Sorry for late post !! I am in Henley on Thames.

How you getting on with the 225 ?

Thinking about any mods yet ?


----------



## rustymania (May 21, 2011)

Yea getting on pretty good with it... apart from a little slip on a very greasy corner this morning 

getting a Liquid TT display for it fitted hopefully wednesday, and maybe a split dump valve at some point.

it will need its cam belt doing soon, thinking of a remap after that.
How about you?


----------



## kkww8 (Apr 2, 2011)

Whats a liquid tt display then ?

With regards to Cambelt id say look at The TT shop.com they seem to have quite a good price for a proper proper job.

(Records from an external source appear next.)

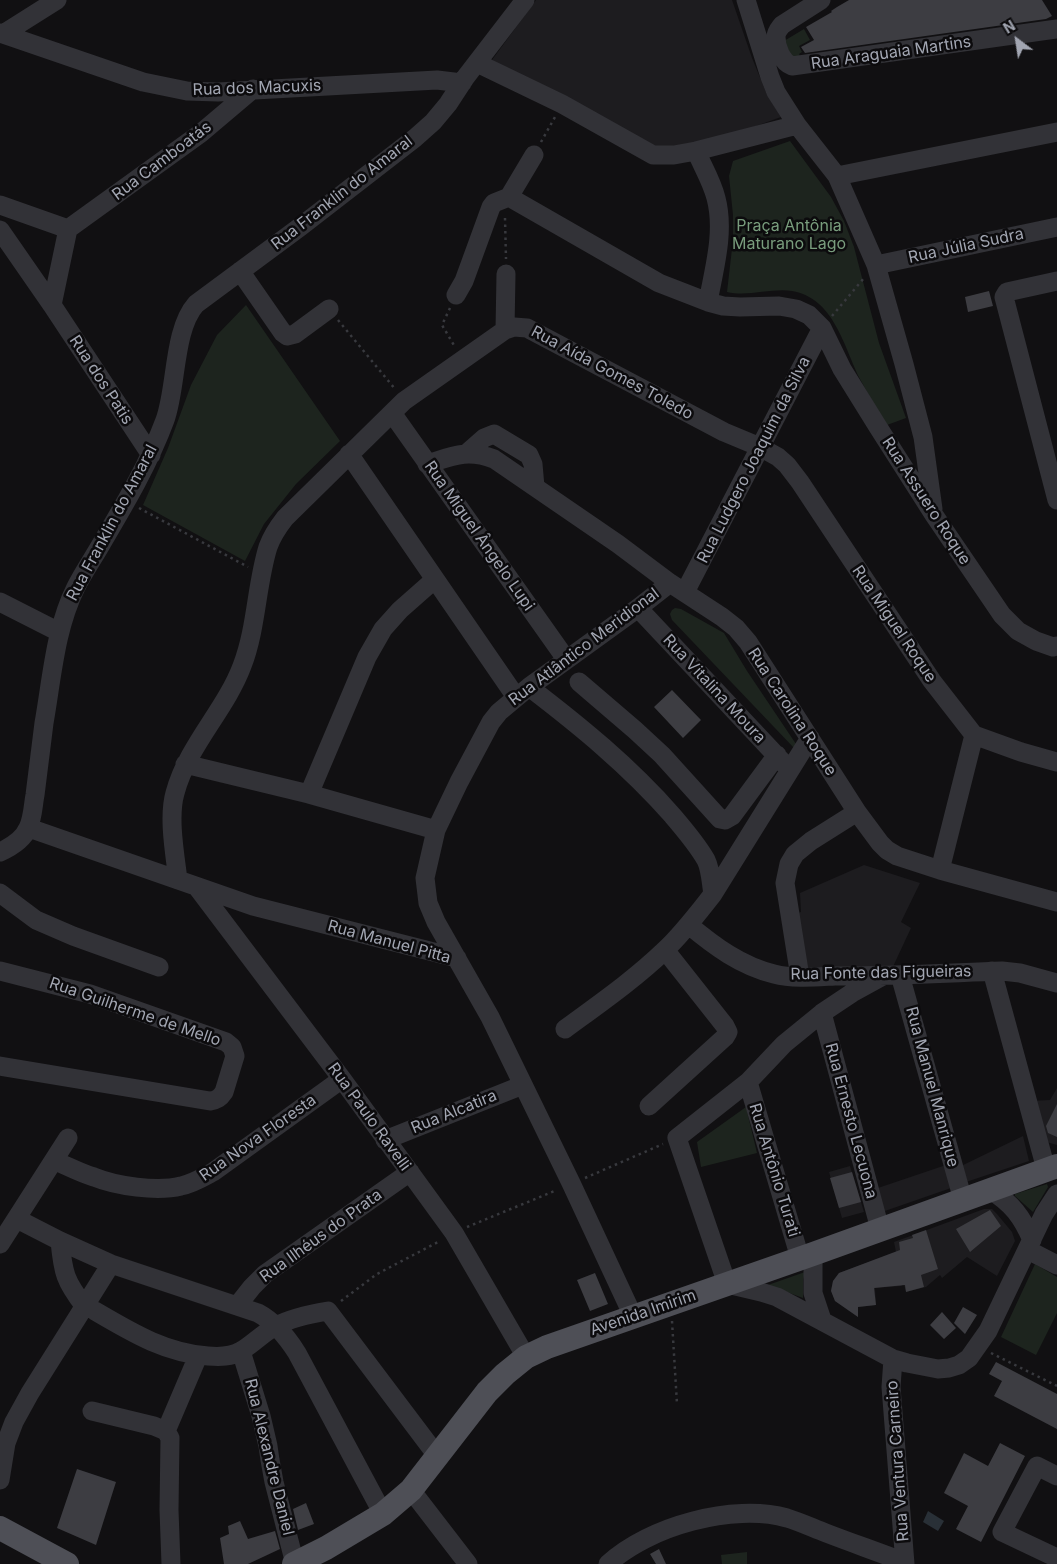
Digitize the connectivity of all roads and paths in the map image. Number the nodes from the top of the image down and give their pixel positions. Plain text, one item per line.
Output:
1 (57, 0) edge
2 (525, 0) edge
3 (746, 0) edge
4 (821, 0) edge
5 (1057, 29) edge
6 (1, 34) edge
7 (477, 63) junction
8 (462, 83) junction
9 (253, 89) junction
10 (562, 104) junction
11 (797, 125) junction
12 (1057, 132) edge
13 (696, 152) junction
14 (534, 155) joint
15 (837, 176) junction
16 (509, 196) junction
17 (0, 205) edge
18 (1057, 227) edge
19 (68, 229) junction
20 (0, 230) edge
21 (876, 265) junction
22 (240, 271) junction
23 (506, 274) joint
24 (1057, 281) edge
25 (456, 296) joint
26 (708, 302) junction
27 (52, 305) junction
28 (329, 309) joint
29 (822, 328) junction
30 (505, 330) junction
31 (462, 360) junction
32 (398, 407) junction
33 (760, 446) junction
34 (349, 454) junction
35 (150, 455) junction
36 (428, 464) junction
37 (1057, 500) edge
38 (126, 502) junction
39 (934, 515) junction
40 (262, 574) junction
41 (434, 580) junction
42 (678, 587) junction
43 (0, 602) edge
44 (638, 608) junction
45 (59, 632) junction
46 (1057, 646) edge
47 (566, 659) junction
48 (580, 682) dead end
49 (522, 692) junction
50 (974, 735) junction
51 (810, 738) junction
52 (777, 755) junction
53 (1057, 762) edge
54 (185, 764) junction
55 (790, 770) junction
56 (309, 794) junction
57 (857, 812) junction
58 (29, 828) junction
59 (436, 830) junction
60 (0, 852) edge
61 (940, 870) junction
62 (178, 880) junction
63 (197, 887) junction
64 (0, 893) edge
65 (713, 894) junction
66 (1057, 902) edge
67 (689, 925) junction
68 (665, 950) junction
69 (457, 958) junction
70 (159, 967) dead end
71 (0, 971) edge
72 (992, 971) junction
73 (892, 976) junction
74 (800, 977) junction
75 (1057, 983) edge
76 (822, 1013) junction
77 (565, 1029) dead end
78 (0, 1066) edge
79 (342, 1079) junction
80 (748, 1082) junction
81 (523, 1085) junction
82 (649, 1106) dead end
83 (68, 1138) dead end
84 (677, 1138) junction
85 (385, 1140) junction
86 (55, 1161) junction
87 (1052, 1167) edge
88 (410, 1172) junction
89 (572, 1184) junction
90 (990, 1190) junction
91 (1057, 1194) edge
92 (962, 1200) junction
93 (17, 1219) junction
94 (880, 1229) junction
95 (60, 1241) junction
96 (0, 1244) edge
97 (1030, 1245) junction
98 (807, 1256) junction
99 (111, 1264) junction
100 (1057, 1266) edge
101 (727, 1284) junction
102 (671, 1303) junction
103 (237, 1306) junction
104 (90, 1309) junction
105 (633, 1316) junction
106 (822, 1320) junction
107 (276, 1326) junction
108 (241, 1351) junction
109 (988, 1352) dead end
110 (198, 1356) junction
111 (526, 1357) junction
112 (893, 1359) junction
113 (1057, 1386) edge
114 (677, 1404) dead end
115 (92, 1411) dead end
116 (166, 1431) junction
117 (438, 1457) junction
118 (1057, 1476) edge
119 (0, 1480) edge
120 (411, 1490) junction
121 (383, 1514) junction
122 (0, 1528) edge
123 (1057, 1558) edge
124 (904, 1563) edge
125 (67, 1564) edge
126 (171, 1564) edge
127 (295, 1564) edge
128 (468, 1564) edge
129 (608, 1564) edge

1 - 6 street
2 - 7 street, Rua Franklin do Amaral
3 - 11 street
4 - 5 street, Rua Araguaia Martins
6 - 9 street, Rua dos Macuxis
7 - 8 street, Rua Franklin do Amaral
7 - 10 street
8 - 9 street, Rua dos Macuxis
8 - 22 street, Rua Franklin do Amaral
9 - 19 street, Rua Camboatás
10 - 13 street
10 - 14 path
11 - 13 street
11 - 15 street
12 - 15 street
13 - 26 street
14 - 16 street
15 - 21 street
16 - 23 path
16 - 25 street
16 - 26 street
17 - 19 street
18 - 21 street, Rua Júlia Sudra
19 - 27 street
20 - 27 street, Rua dos Patis
21 - 29 path
21 - 39 street
22 - 28 street
22 - 35 street, Rua Franklin do Amaral
23 - 30 street
24 - 37 street
25 - 31 path
26 - 29 street
27 - 35 street, Rua dos Patis
28 - 32 path
29 - 33 street, Rua Ludgero Joaquim da Silva
29 - 39 street, Rua Assuero Roque
30 - 31 street
30 - 33 street, Rua Aída Gomes Toledo
31 - 32 street
32 - 34 street
32 - 36 street, Rua Miguel Ângelo Lupi
33 - 42 street, Rua Ludgero Joaquim da Silva
33 - 50 street, Rua Miguel Roque
34 - 40 street
34 - 41 street
35 - 38 street, Rua Franklin do Amaral
36 - 42 street, Rua Carolina Roque
36 - 47 street, Rua Miguel Ângelo Lupi
38 - 40 path
38 - 45 street, Rua Franklin do Amaral
39 - 46 street, Rua Assuero Roque
40 - 54 street
41 - 49 street
41 - 56 street
42 - 44 street, Rua Atlântico Meridional
42 - 51 street, Rua Carolina Roque
43 - 45 street
44 - 47 street, Rua Atlântico Meridional
44 - 52 street, Rua Vitalina Moura
45 - 58 street, Rua Franklin do Amaral
47 - 49 street, Rua Atlântico Meridional
48 - 52 street
49 - 59 street, Rua Atlântico Meridional
49 - 65 street
50 - 53 street
50 - 61 street
51 - 55 street
51 - 57 street, Rua Carolina Roque
52 - 55 street, Rua Vitalina Moura
54 - 56 street
54 - 62 street
55 - 65 street
56 - 59 street
57 - 61 street, Rua Carolina Roque
57 - 74 street
58 - 60 street
58 - 62 street, Rua Manuel Pitta
59 - 69 street, Rua Atlântico Meridional
61 - 66 street, Rua Carolina Roque
62 - 63 street, Rua Manuel Pitta
63 - 69 street, Rua Manuel Pitta
63 - 79 street, Rua Paulo Ravelli
64 - 70 street
65 - 67 street
67 - 68 street
67 - 74 street, Rua Fonte das Figueiras
68 - 77 street
68 - 82 street
69 - 81 street, Rua Manuel Pitta
71 - 78 street, Rua Guilherme de Mello
72 - 73 street, Rua Fonte das Figueiras
72 - 75 street, Rua Fonte das Figueiras
72 - 87 street
73 - 74 street, Rua Fonte das Figueiras
73 - 76 street
73 - 92 street, Rua Manuel Manrique
76 - 80 street
76 - 94 street, Rua Ernesto Lecuona
79 - 85 street, Rua Paulo Ravelli
79 - 86 street, Rua Nova Floresta
80 - 84 street
80 - 98 street, Rua Antônio Turati
81 - 85 street, Rua Alcatira
81 - 89 street, Rua Manuel Pitta
83 - 86 street
84 - 89 path
84 - 101 street
85 - 88 street, Rua Paulo Ravelli
86 - 93 street
87 - 90 main road, Avenida Imirim
88 - 103 street, Rua Ilhéus do Prata
88 - 111 street, Rua Paulo Ravelli
89 - 105 street, Rua Manuel Pitta
90 - 92 main road, Avenida Imirim
90 - 97 street
91 - 97 street
92 - 94 main road, Avenida Imirim
93 - 95 street
93 - 96 street
94 - 98 main road, Avenida Imirim
95 - 99 street
95 - 104 street
97 - 100 street
97 - 112 street
98 - 101 main road, Avenida Imirim
98 - 106 street, Rua Antônio Turati
99 - 103 street
99 - 104 street
101 - 102 main road, Avenida Imirim
101 - 106 street
102 - 105 main road, Avenida Imirim
102 - 114 path
103 - 107 street
104 - 110 street
104 - 119 street
105 - 111 main road, Avenida Imirim
106 - 112 street
107 - 108 street
107 - 117 street
107 - 121 street
108 - 110 street
108 - 127 street, Rua Alexandre Daniel
109 - 113 path
110 - 116 street
111 - 117 main road, Avenida Imirim
112 - 124 street, Rua Ventura Carneiro
115 - 116 street
116 - 126 street
117 - 120 main road, Avenida Imirim
118 - 123 street
120 - 121 main road, Avenida Imirim
120 - 128 street
121 - 127 main road, Avenida Imirim
122 - 125 main road
124 - 129 street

Im thinking about a remap too. Dont think you have to tel insurance either. No way of them finding out really lol

Anybody here know the best people to get a remap done with ????


----------



## Hoggy (May 8, 2002)

kkww8 said:


> Whats a liquid tt display then ?
> 
> With regards to Cambelt id say look at The TT shop.com they seem to have quite a good price for a proper proper job.
> 
> ...


Hi kkww8, Pop over to Staines & see WAK, @ Vag check best remap service ever.
http://www.vagcheck.co.uk/vagcheck/index.htm

Here's info about Liquid TT.
http://www.racediagnostics.com/cms/

Hoggy.


----------



## kkww8 (Apr 2, 2011)

wow the liquid TT thing looks very cool although i guess it means you have to sacrifice nice cold air conditioned air on the left side of your face lol

might confuse the girlfriend at some point too !!!


----------



## rustymania (May 21, 2011)

Liquid TT getting fitted Friday morning!! whoooop!!! (via the TT shop)

Where i got the car from has offered to do a deal on my cambelt (cost price parts and reduced labour) as it's close to needing changing.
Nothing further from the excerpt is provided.